Permanence isn't the first thing that pops into your head when you think about information technology. If anything, just the opposite comes to mind - change, flux, chaos, upheaval. Those are the traits we associate with IT, especially in these days of Internet time.
It's easy to be seduced by best-of-breed or cutting edge technology when there are promises of huge returns from a quick competitive advantage. Yet, for quite a few of you, resisting the hottest new thing from Silicon Valley is part of the job. Designing and building systems that will last for a very long time is your bottom line.
I was reminded of this last week when I visited Lloyd Thorpe, regional manager of the Information Systems and Services Division at the Oregon Department of Corrections, and his technical support analyst, John Taylor.
We were standing outside the gatehouse of the formidable Two Rivers Correctional Institution, a high-tech medium-security prison perched on the basalt bluffs above the Columbia River. Thorpe said most of the IT infrastructure inside the 1-year-old concrete-and-steel facility is intended to last until 2100. As Taylor put it, "Taxpayers don't like us to go back and ask for money to do upgrades."
But it's not just taxpayers who demand that IT think long term. Customers do, too. The Boeing Co. develops systems to manage information with 90- to 100-year life spans to match the longevity of its product lines.

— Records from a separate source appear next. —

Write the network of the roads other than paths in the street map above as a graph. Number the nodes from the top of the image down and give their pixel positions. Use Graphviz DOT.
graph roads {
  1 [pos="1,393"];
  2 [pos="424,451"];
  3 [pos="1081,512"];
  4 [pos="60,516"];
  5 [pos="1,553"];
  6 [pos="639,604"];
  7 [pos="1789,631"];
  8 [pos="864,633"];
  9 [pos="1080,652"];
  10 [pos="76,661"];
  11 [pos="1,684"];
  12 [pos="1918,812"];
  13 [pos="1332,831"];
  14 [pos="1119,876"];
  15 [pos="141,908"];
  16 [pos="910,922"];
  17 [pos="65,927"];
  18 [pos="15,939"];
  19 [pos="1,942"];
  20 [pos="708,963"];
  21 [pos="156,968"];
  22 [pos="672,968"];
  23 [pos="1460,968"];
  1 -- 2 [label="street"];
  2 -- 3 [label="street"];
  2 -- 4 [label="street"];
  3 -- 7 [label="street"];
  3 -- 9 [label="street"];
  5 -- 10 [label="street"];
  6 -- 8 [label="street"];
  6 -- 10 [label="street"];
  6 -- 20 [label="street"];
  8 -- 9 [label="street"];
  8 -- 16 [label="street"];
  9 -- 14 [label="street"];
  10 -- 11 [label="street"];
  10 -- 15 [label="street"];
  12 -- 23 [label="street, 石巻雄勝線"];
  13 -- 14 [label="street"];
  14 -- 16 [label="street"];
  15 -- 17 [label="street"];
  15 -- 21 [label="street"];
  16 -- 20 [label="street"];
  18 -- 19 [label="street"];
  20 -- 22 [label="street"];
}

Christopher Kent, the company's vice president of computing and network operations, points to the 747 as an example. Design of the airliner began in 1960, production will continue until around 2020, with the last planes built seeing use for another 30 years -- at least. That means Kent is responsible today to assure that all 747 data will be available to the planes' owners 50 years hence. His counterparts at General Electric, Pratt & Whitney, Ingersoll-Rand and other manufacturers that make equipment that stands the test of time are all doing the same thing.
Folks like Kent, Taylor and Thorpe are always looking deep into the future. That means they seldom fall victim to vendors' breathless pronouncements of the next big breakthrough, that "revolutionary" new product that will change everything, if only for a moment. They look at not only what works now, but what will likely work in the face of human error, natural disaster, technological change and time itself. Fads, trends and change for its own sake doesn't interest them. What they want is something with a future. A long one.